I love the Tudor peiod so was eager to read this book. The majority of the information was not new to me but I was thrilled to discover the tale of Alice Tankerville and the reference to the Vaux Passional, neither of which I had heard of before.
The book begins with a history of the Tower of London and the main events and prominent people of Henry VIII’s early life and reign. The book then looks at the specific Tower experiences of Alice Tankerville, Anne Boleyn, Elizabeth Barton, Katheryn Howard, Margaret Pole and Anne Askew. Incredible women with powerful stories.
The research that has gone into the book is obvious. However, the writing itself was a bit clunky at times with either non sequiturs or repeated phrases within the sentence. The use of language was odd on occasion, sometimes being chatty and other times being high brow. Some words made no sense (women do not sire children!) I also felt that there were some omissions, for example the discussion of Elizabeth of York’s life jumped several years and left out her marriage and coronation.
Henry VIII’s Imprisoned Women is an enjoyable book but history buffs may be frustrated at the style and missing detail.

Henry VIII's Imprisoned Women book cover

Book blurb
The year is 1534. Henry VIII sits on the throne of England. He has set aside his first wife, Queen Katharine of Aragon, and has married a second time. The marriage to Anne Boleyn brings a new wave of Reformation in England dividing the people and even leading to arrests and executions, even that of some noteworthy people.

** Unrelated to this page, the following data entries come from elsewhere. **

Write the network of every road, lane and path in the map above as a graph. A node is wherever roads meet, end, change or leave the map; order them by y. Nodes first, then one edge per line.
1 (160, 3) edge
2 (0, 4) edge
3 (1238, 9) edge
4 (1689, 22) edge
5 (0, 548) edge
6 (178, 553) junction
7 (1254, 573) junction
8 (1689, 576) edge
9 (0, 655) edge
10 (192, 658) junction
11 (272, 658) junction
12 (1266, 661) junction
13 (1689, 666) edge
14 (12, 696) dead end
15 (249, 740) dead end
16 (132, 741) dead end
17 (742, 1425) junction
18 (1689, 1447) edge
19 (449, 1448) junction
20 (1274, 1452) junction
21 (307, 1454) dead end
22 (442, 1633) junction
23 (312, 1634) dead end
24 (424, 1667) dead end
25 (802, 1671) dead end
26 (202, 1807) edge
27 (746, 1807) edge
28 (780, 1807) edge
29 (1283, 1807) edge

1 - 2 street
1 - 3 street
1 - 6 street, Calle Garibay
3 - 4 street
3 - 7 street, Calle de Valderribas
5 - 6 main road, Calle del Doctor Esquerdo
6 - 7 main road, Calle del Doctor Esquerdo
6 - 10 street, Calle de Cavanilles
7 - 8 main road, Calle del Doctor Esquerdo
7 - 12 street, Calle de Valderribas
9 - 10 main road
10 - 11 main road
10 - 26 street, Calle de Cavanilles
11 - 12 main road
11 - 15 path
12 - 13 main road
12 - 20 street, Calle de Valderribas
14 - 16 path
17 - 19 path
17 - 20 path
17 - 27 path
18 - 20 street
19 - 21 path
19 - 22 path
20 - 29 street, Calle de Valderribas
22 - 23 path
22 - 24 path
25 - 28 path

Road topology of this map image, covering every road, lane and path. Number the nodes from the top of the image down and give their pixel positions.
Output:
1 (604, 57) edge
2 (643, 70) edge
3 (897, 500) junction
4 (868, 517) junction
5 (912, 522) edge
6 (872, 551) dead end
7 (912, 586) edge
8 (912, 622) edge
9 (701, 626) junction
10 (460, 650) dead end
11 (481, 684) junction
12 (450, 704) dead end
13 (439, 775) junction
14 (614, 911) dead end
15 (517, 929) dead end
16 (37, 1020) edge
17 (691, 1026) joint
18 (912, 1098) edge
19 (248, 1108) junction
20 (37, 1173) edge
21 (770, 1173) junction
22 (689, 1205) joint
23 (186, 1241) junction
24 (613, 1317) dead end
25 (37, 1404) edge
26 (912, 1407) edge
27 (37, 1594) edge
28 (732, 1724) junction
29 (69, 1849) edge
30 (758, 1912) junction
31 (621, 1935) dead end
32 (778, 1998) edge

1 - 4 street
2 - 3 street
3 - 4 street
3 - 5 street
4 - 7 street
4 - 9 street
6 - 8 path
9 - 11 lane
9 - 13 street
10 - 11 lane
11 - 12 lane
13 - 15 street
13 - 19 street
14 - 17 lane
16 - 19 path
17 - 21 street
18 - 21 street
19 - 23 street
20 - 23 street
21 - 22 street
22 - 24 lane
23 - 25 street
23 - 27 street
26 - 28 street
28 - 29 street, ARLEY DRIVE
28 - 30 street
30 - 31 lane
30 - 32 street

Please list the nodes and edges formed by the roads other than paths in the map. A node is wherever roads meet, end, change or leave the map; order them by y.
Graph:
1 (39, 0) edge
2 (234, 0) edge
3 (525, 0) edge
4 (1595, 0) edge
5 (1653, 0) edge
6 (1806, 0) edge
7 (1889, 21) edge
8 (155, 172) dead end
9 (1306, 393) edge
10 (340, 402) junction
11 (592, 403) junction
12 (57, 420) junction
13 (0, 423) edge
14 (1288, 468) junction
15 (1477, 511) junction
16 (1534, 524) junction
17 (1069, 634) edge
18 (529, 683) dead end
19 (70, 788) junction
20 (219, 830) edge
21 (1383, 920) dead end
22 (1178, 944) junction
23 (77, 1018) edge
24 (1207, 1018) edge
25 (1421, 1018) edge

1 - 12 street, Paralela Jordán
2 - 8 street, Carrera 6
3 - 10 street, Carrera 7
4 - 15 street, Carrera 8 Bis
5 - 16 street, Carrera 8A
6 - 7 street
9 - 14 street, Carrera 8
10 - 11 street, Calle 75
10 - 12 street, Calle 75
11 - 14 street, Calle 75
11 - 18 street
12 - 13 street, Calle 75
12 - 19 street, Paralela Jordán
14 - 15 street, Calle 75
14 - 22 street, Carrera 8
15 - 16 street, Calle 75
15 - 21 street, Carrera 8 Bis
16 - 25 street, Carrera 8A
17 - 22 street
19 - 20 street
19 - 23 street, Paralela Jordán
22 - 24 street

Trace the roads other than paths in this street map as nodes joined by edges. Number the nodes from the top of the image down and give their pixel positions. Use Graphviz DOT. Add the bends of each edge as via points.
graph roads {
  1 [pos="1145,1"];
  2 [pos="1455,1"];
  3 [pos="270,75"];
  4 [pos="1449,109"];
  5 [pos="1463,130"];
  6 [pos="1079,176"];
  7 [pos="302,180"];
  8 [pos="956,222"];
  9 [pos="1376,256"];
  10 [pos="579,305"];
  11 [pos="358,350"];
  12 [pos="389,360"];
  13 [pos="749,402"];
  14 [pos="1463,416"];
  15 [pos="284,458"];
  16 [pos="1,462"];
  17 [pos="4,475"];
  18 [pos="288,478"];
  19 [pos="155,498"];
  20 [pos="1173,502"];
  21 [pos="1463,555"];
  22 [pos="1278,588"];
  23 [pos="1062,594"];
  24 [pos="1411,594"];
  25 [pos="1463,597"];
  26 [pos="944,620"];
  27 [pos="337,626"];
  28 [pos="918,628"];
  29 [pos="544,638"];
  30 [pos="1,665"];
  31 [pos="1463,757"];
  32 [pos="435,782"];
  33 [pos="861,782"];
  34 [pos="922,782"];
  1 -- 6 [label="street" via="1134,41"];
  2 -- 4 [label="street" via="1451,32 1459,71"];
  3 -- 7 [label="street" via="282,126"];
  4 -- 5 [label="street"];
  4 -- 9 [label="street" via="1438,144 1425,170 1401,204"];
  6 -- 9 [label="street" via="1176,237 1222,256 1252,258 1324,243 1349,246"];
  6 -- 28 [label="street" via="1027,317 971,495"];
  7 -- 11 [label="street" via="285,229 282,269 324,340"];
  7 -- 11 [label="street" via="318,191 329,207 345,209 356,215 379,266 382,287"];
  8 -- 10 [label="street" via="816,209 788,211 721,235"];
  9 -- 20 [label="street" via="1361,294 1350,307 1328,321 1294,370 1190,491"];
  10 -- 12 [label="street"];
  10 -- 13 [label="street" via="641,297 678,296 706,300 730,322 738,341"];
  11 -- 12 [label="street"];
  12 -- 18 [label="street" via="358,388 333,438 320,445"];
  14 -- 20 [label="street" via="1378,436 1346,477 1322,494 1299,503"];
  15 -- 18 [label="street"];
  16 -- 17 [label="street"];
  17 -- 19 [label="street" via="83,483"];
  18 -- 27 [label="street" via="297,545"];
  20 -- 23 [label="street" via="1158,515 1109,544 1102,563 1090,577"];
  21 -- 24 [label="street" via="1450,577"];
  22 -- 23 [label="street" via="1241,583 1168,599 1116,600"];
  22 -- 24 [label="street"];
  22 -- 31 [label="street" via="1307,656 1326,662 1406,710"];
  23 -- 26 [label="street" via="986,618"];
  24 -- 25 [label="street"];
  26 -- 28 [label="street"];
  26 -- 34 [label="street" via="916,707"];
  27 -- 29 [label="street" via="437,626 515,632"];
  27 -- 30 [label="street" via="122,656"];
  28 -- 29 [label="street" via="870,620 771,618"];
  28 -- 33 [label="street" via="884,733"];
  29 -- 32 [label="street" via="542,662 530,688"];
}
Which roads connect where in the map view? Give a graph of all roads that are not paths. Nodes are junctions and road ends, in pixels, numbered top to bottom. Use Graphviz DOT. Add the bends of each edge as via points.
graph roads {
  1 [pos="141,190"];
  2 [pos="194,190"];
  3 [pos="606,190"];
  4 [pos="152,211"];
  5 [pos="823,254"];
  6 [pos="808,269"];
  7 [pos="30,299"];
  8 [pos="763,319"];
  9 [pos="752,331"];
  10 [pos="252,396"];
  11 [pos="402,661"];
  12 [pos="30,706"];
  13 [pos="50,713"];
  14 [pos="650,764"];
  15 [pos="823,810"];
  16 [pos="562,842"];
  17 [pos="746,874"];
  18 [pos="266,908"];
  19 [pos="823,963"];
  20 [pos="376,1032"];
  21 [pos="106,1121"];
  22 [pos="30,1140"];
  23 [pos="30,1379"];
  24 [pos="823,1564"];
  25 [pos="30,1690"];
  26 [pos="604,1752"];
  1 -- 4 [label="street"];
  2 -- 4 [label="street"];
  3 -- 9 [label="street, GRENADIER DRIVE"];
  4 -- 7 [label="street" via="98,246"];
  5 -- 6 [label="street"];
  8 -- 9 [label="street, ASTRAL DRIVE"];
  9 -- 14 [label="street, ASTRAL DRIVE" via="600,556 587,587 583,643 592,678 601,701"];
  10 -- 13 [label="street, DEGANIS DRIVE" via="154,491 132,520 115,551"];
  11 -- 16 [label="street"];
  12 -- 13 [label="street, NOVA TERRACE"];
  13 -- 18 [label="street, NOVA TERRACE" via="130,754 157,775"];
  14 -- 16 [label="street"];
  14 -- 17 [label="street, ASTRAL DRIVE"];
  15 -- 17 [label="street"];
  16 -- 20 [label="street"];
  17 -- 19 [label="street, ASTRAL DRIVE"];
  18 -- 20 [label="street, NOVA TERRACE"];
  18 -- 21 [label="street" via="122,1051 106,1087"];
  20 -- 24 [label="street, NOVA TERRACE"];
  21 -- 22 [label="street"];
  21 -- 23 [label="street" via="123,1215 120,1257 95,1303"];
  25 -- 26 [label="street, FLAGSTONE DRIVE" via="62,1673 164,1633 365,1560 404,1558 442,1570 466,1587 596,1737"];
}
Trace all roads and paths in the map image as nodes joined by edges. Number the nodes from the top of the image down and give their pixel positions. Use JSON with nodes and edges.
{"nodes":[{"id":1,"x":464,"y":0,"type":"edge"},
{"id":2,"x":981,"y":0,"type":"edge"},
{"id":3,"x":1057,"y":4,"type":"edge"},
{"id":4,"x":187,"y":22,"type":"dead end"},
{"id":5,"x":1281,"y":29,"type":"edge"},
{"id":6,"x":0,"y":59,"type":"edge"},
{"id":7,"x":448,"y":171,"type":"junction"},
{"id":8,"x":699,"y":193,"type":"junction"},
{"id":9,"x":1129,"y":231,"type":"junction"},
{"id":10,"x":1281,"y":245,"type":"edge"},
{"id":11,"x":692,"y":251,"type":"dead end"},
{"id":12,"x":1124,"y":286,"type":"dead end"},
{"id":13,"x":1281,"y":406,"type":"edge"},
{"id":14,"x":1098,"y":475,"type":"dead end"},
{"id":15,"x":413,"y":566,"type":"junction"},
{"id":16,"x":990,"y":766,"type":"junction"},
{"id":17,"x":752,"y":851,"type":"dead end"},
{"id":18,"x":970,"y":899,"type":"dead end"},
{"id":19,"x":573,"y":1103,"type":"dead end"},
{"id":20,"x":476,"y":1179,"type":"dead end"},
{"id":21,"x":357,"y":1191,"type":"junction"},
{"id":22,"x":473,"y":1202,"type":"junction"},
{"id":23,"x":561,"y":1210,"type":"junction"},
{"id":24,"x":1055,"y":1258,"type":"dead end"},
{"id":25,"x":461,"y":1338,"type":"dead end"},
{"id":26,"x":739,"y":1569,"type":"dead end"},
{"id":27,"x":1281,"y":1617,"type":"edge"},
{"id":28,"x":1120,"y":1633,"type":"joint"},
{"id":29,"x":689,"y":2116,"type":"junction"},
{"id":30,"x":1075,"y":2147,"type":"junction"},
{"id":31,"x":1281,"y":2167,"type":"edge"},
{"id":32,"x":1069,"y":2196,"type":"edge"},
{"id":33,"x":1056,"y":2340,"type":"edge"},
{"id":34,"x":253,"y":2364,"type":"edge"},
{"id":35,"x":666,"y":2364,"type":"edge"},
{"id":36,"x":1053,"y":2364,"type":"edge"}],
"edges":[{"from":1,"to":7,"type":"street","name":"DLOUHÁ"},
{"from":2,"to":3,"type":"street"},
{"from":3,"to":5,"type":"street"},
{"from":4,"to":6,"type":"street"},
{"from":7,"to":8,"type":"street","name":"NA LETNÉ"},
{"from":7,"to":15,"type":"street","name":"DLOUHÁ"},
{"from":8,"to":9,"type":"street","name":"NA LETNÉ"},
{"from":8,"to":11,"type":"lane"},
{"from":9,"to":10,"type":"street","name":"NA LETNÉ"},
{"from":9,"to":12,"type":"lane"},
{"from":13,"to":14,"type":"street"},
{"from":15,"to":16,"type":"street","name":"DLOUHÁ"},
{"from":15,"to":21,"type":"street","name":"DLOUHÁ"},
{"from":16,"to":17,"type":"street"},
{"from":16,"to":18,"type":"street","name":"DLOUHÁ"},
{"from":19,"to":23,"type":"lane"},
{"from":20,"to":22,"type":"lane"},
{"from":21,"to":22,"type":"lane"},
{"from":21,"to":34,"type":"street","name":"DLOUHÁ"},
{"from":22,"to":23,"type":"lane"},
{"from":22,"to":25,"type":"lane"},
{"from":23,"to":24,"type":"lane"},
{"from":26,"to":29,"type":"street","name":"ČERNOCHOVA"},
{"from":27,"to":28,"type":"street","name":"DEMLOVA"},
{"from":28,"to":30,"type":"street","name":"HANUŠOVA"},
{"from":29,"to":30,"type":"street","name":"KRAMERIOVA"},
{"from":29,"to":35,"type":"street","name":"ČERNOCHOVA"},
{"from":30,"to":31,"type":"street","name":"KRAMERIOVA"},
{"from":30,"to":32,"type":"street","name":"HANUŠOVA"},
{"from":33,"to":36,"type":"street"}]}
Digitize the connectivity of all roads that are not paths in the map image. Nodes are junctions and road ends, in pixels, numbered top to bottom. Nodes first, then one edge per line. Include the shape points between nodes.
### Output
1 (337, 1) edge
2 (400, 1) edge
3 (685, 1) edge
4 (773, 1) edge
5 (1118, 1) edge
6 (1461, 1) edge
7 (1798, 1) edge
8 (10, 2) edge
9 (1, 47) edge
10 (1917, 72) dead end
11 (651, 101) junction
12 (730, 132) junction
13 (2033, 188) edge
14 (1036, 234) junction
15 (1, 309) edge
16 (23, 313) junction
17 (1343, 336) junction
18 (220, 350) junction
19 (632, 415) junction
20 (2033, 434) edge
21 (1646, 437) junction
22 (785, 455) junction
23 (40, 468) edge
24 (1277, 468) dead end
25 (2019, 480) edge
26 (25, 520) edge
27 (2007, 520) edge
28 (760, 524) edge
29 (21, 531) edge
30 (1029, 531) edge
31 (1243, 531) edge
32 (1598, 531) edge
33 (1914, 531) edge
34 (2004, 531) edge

The stories of women, including Henry’s two queens, who were persecuted, condemned and ultimately executed will be explored in this book. Alice Tankerville, the first woman to escape the infamous Tower of London, albeit for a short while; Elizabeth Barton, The Nun of Kent and the only woman to be dealt the dishonour of having her head spiked on London Bridge; Queen Anne Boleyn, whose fall was as tragically spectacular as her rise to fame; Margaret Pole, the last living Plantagenet princess who was denounced as a traitor and met a merciless end in her twilight years; Queen Katheryn Howard, whose daring yet seemingly foolish decisions ultimately led to her downfall; and finally, Anne Askew, the brave Protestant who gained infamy as the only woman to be racked at the Tower.
Through the lives of these women, we will get a glimpse into the reign of the capricious monarch who changed the face of England forever. Apart from this, the book will also delve into the history of the Tower of London, provide a brief glimpse into the life of Tudor women and also into the lives of some noteworthy people of that era.